# WHAT TO DO:
In the entries below, find each line with the word "lane" and return it.
BEGIN DATA SHOWN
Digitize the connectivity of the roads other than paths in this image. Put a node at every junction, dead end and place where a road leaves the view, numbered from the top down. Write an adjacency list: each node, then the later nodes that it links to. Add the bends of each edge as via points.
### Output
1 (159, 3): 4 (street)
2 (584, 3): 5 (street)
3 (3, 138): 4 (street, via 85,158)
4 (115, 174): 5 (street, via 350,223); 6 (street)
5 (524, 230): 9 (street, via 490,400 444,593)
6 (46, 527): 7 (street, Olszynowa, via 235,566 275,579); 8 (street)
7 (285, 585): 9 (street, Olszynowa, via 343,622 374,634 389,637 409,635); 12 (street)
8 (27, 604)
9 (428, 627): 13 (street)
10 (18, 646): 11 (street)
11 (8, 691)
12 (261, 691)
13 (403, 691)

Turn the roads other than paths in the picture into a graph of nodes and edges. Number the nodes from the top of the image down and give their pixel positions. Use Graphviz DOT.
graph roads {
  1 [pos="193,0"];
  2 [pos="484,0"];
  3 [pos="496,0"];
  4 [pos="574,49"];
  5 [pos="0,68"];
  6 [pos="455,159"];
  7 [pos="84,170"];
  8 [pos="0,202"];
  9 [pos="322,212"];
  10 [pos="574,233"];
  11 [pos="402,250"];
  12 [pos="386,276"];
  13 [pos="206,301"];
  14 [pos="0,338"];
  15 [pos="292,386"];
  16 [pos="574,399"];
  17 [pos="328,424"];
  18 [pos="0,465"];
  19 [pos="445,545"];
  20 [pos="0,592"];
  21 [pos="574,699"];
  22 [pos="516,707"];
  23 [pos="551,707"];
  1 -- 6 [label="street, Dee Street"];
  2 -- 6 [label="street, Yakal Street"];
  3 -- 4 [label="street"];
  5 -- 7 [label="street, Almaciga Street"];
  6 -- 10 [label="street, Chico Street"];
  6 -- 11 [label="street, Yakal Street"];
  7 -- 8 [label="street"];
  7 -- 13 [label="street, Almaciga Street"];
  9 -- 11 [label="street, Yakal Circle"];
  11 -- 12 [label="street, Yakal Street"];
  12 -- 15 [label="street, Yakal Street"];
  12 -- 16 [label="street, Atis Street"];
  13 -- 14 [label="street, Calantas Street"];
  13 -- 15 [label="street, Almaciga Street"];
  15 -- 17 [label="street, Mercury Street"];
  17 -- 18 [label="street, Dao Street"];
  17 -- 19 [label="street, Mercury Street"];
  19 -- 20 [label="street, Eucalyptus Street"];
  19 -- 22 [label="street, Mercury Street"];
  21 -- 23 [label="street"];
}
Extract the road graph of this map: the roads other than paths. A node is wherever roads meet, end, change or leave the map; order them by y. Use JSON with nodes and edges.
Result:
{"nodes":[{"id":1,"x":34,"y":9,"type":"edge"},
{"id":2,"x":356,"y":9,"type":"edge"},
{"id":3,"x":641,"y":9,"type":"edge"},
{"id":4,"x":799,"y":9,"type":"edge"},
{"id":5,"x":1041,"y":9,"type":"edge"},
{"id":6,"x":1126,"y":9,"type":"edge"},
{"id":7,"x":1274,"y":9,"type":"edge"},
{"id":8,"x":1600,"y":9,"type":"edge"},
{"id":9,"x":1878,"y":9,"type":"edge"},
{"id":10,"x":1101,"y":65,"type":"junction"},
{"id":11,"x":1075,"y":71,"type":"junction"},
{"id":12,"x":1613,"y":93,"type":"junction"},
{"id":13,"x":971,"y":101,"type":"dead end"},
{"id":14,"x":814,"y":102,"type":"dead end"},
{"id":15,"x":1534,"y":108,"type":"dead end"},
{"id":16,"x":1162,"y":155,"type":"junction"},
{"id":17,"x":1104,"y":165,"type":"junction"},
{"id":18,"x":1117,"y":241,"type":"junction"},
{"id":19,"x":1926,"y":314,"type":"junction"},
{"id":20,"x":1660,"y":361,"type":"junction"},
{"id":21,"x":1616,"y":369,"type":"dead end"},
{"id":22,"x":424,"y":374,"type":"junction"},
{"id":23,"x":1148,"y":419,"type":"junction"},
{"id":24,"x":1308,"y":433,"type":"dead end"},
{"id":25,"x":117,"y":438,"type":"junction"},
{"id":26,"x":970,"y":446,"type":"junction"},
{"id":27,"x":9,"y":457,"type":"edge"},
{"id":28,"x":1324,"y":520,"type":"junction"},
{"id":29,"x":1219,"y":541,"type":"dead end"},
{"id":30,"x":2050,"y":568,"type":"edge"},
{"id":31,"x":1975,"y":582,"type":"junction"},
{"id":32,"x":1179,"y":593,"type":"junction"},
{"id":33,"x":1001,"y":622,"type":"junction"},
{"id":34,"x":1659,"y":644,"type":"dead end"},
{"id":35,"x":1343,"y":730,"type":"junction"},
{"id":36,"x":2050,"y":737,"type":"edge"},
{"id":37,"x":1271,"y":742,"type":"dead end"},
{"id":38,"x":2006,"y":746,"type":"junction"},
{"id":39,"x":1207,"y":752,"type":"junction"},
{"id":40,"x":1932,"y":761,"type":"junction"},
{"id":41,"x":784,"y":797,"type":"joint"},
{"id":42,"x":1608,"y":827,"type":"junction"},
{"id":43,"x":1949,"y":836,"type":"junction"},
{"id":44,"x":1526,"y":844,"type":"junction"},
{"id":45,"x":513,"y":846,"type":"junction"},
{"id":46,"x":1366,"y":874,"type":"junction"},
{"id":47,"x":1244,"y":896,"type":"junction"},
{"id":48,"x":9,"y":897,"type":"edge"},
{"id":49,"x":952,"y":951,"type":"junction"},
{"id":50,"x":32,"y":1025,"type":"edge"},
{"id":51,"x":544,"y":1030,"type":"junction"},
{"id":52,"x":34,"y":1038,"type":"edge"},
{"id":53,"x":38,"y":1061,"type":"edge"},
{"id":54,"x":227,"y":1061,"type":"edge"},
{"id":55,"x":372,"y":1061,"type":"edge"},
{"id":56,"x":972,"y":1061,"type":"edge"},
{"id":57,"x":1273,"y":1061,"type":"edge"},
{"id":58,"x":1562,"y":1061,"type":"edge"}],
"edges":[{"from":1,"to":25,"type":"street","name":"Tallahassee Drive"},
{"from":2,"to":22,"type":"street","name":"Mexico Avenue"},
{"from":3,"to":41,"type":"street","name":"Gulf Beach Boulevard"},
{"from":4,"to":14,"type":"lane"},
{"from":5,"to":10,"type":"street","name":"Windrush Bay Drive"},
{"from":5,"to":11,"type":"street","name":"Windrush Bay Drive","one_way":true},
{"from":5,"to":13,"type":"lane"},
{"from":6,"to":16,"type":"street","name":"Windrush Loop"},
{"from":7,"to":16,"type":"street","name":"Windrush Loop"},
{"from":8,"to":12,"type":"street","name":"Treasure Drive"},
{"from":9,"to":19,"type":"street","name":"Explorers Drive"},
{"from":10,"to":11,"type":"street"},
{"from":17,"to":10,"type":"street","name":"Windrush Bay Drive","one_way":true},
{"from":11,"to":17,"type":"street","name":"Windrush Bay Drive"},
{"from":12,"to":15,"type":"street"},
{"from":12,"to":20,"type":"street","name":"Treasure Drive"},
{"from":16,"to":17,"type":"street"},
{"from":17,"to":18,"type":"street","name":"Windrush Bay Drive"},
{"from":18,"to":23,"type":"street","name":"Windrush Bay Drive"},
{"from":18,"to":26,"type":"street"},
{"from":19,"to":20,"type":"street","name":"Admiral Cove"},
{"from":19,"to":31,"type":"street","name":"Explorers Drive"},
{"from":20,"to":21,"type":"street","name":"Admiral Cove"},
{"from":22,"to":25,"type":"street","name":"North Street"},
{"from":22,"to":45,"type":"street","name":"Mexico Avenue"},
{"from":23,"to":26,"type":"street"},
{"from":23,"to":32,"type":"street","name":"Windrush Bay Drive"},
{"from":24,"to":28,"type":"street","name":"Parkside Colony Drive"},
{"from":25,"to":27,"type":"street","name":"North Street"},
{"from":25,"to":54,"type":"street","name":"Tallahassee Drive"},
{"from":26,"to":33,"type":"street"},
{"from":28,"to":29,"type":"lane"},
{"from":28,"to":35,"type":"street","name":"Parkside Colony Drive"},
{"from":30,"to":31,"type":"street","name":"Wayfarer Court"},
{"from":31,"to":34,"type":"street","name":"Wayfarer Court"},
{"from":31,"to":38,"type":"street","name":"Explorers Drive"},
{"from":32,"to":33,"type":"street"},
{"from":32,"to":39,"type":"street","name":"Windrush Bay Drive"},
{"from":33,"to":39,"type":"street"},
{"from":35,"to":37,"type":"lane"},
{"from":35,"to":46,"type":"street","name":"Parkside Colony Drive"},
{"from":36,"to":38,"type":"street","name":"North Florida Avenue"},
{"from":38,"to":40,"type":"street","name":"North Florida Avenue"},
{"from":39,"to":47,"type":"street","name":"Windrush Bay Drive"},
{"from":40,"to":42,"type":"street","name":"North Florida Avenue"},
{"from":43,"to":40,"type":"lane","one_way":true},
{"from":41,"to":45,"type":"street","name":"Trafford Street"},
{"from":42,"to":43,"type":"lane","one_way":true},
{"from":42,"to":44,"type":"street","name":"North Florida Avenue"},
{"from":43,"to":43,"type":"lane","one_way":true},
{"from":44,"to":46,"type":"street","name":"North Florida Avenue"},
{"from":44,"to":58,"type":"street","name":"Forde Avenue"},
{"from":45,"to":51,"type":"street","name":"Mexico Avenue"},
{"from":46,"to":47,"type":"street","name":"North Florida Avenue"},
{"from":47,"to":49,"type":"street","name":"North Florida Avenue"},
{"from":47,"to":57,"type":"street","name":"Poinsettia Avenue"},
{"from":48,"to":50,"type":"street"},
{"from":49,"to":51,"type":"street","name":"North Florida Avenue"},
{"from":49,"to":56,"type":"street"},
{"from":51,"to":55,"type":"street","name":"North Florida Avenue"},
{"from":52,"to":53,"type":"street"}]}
END DATA SHOWN
# EXERCISE ANSWER:
{"from":4,"to":14,"type":"lane"},
{"from":5,"to":13,"type":"lane"},
{"from":28,"to":29,"type":"lane"},
{"from":35,"to":37,"type":"lane"},
{"from":43,"to":40,"type":"lane","one_way":true},
{"from":42,"to":43,"type":"lane","one_way":true},
{"from":43,"to":43,"type":"lane","one_way":true},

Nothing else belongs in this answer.